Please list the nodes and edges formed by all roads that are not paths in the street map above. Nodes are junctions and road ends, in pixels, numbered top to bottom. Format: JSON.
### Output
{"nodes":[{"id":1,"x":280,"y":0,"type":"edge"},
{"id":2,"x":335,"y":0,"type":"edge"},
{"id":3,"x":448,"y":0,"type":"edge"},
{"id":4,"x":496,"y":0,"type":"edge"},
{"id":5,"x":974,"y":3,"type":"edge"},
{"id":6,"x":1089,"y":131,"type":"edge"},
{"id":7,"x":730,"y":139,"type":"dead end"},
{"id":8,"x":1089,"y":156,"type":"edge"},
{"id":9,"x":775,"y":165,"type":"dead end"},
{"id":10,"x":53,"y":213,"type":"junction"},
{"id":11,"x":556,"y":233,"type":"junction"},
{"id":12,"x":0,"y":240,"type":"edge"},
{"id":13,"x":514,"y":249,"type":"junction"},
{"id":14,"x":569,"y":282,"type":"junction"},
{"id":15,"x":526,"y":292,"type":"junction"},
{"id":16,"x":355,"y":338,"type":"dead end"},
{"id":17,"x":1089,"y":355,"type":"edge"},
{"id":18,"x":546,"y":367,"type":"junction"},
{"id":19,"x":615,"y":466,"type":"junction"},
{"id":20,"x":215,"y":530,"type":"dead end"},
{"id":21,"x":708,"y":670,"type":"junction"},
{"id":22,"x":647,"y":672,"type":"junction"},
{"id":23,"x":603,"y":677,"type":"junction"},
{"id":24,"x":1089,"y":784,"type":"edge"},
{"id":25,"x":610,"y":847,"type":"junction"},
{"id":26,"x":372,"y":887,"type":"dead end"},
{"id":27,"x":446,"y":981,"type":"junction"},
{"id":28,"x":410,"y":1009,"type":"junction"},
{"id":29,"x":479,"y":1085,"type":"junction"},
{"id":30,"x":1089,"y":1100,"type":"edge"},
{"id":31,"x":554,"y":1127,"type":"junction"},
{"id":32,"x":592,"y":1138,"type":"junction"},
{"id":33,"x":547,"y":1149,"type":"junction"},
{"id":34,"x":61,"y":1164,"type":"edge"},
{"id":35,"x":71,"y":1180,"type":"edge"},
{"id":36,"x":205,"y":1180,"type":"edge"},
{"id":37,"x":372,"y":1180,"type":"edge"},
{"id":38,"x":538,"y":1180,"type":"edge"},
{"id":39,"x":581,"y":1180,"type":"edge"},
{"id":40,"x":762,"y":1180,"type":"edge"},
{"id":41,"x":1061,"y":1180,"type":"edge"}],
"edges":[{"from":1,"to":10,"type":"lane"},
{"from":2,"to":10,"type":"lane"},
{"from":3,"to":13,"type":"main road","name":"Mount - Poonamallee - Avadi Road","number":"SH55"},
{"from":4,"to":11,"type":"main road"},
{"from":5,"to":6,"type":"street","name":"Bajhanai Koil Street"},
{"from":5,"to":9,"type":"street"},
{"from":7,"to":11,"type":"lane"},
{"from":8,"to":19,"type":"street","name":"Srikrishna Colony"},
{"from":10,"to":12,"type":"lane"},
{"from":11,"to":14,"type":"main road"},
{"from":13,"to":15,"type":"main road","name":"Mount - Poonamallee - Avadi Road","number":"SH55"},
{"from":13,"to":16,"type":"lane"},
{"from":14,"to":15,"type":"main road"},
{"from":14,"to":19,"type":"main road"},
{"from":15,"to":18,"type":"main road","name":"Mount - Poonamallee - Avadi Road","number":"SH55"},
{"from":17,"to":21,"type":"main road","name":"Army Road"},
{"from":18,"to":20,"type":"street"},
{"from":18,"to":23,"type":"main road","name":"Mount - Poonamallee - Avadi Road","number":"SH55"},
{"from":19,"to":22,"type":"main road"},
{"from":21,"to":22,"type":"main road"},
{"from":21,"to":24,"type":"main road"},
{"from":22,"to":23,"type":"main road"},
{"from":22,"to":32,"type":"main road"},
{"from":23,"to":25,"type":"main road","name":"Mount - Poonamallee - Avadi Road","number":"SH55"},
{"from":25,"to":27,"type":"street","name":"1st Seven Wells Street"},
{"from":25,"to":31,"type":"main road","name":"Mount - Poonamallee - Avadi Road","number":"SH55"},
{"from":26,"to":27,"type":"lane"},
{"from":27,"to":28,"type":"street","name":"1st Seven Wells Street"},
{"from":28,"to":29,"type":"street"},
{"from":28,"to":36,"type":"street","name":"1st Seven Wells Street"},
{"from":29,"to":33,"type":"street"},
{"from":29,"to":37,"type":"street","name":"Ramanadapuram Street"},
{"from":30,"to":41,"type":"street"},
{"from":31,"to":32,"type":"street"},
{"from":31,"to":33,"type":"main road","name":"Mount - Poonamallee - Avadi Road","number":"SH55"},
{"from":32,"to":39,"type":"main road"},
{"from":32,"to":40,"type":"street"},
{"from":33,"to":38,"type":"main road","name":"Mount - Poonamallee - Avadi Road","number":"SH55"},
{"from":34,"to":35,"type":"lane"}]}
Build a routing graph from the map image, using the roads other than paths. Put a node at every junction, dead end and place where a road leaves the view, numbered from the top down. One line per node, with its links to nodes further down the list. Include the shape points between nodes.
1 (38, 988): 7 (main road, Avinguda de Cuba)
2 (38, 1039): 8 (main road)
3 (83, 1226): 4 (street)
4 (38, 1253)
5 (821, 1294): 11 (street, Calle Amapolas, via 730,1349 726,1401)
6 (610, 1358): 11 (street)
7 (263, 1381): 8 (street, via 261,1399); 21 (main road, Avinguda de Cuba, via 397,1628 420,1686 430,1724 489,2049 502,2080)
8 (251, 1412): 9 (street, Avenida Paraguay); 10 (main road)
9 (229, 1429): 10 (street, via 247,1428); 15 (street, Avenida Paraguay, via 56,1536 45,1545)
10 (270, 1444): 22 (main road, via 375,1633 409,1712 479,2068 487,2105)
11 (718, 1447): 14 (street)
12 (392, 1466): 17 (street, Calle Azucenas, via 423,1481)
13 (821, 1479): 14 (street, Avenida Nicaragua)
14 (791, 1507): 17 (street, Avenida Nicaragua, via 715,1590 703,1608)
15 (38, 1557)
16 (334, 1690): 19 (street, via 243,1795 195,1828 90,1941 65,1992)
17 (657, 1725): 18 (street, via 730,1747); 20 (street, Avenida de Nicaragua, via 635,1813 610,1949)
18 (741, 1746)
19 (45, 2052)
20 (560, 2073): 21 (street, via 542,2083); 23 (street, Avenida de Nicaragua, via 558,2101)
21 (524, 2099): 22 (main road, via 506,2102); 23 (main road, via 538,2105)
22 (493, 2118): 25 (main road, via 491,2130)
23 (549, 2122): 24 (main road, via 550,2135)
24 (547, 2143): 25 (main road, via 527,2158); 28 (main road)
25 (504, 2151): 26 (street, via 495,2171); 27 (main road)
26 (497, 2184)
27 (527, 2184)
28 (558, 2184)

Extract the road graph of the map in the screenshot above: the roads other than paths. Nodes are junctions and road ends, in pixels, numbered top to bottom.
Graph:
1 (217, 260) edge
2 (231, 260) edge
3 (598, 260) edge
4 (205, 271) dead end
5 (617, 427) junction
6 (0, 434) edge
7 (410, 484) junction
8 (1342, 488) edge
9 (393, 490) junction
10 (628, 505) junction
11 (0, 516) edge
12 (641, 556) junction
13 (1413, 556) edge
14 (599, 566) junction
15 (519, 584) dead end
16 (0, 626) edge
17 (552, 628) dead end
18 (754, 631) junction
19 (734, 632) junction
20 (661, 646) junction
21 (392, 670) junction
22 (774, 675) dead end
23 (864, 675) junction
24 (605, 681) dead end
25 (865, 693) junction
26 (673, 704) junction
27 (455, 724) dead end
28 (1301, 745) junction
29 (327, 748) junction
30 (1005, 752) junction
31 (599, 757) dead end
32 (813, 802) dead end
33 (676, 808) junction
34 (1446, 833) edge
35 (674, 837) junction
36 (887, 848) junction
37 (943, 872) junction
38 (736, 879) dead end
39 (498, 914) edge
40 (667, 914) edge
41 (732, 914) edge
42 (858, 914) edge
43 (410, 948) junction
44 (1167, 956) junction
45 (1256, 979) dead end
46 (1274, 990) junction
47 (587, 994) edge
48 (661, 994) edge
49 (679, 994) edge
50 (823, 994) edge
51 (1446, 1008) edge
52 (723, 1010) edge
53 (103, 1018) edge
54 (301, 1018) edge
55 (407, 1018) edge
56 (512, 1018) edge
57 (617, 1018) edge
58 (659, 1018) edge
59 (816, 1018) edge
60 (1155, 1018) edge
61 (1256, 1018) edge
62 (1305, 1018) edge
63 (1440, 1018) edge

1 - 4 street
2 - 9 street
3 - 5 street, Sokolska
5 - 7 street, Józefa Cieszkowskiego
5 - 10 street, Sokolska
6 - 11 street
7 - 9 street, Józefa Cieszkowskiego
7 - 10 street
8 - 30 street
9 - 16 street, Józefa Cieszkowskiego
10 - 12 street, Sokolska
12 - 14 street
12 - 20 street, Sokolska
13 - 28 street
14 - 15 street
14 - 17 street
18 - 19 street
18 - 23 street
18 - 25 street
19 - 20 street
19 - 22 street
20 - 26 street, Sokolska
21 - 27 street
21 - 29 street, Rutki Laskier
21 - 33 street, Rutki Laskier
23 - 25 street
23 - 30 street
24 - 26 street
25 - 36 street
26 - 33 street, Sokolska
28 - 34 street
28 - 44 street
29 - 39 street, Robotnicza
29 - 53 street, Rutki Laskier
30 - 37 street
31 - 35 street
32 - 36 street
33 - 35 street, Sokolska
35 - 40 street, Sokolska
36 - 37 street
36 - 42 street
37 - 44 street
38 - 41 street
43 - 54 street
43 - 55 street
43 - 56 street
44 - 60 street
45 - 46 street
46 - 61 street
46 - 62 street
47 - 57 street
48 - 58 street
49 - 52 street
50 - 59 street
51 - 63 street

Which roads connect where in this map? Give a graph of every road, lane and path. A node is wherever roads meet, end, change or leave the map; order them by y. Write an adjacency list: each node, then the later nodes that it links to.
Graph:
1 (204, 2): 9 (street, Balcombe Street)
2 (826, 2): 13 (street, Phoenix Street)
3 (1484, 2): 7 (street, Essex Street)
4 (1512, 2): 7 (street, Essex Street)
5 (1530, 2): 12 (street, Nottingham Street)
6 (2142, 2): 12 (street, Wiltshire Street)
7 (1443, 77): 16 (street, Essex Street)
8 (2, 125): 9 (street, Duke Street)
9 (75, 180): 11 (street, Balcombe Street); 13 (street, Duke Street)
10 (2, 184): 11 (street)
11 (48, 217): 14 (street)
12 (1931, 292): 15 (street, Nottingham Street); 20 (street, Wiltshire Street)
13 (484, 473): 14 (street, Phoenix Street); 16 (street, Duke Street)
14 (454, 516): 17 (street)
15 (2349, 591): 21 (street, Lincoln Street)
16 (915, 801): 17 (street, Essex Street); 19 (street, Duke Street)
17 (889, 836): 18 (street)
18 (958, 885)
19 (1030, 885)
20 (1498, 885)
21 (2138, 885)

Exercise brief:
In the listing, find every line containing the word "Poonamallee" and list it.

Finished task:
{"from":3,"to":13,"type":"main road","name":"Mount - Poonamallee - Avadi Road","number":"SH55"},
{"from":13,"to":15,"type":"main road","name":"Mount - Poonamallee - Avadi Road","number":"SH55"},
{"from":15,"to":18,"type":"main road","name":"Mount - Poonamallee - Avadi Road","number":"SH55"},
{"from":18,"to":23,"type":"main road","name":"Mount - Poonamallee - Avadi Road","number":"SH55"},
{"from":23,"to":25,"type":"main road","name":"Mount - Poonamallee - Avadi Road","number":"SH55"},
{"from":25,"to":31,"type":"main road","name":"Mount - Poonamallee - Avadi Road","number":"SH55"},
{"from":31,"to":33,"type":"main road","name":"Mount - Poonamallee - Avadi Road","number":"SH55"},
{"from":33,"to":38,"type":"main road","name":"Mount - Poonamallee - Avadi Road","number":"SH55"},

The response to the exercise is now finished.